## TASK STATEMENT:
Locate the word "Drive" in the data below, then copy every line that holds it.

## MATERIAL SHOWN:
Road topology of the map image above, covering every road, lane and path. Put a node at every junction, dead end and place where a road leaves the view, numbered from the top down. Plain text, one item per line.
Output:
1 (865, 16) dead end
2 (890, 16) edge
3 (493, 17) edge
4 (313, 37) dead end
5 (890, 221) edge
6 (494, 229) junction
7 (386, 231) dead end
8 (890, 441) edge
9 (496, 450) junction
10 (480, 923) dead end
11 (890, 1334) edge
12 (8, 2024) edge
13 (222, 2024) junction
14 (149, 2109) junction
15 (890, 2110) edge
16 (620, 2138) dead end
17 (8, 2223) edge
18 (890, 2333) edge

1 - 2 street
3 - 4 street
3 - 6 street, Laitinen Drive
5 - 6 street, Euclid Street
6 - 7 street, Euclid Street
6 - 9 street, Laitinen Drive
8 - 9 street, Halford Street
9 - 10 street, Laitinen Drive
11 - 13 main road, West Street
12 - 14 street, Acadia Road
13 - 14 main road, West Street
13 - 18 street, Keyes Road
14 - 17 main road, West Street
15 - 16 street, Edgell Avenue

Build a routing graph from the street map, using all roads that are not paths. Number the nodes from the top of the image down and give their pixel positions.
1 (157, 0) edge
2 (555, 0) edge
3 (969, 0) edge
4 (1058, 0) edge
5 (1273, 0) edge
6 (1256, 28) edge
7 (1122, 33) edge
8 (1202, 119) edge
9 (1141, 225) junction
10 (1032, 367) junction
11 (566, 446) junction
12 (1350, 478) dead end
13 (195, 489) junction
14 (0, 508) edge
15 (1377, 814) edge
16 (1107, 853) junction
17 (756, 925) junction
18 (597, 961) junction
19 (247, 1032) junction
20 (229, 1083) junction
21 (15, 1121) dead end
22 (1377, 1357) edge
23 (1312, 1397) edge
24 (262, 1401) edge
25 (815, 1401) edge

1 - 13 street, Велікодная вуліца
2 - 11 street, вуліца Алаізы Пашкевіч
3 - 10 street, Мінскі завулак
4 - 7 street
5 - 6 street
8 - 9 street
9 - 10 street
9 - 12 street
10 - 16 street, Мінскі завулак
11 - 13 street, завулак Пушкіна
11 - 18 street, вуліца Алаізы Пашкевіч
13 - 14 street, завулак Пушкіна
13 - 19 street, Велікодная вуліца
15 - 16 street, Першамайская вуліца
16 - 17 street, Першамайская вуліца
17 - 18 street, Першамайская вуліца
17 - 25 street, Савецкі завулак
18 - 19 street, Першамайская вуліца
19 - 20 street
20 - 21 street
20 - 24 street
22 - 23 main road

## RESPONSE TO THE EXERCISE:
3 - 6 street, Laitinen Drive
6 - 9 street, Laitinen Drive
9 - 10 street, Laitinen Drive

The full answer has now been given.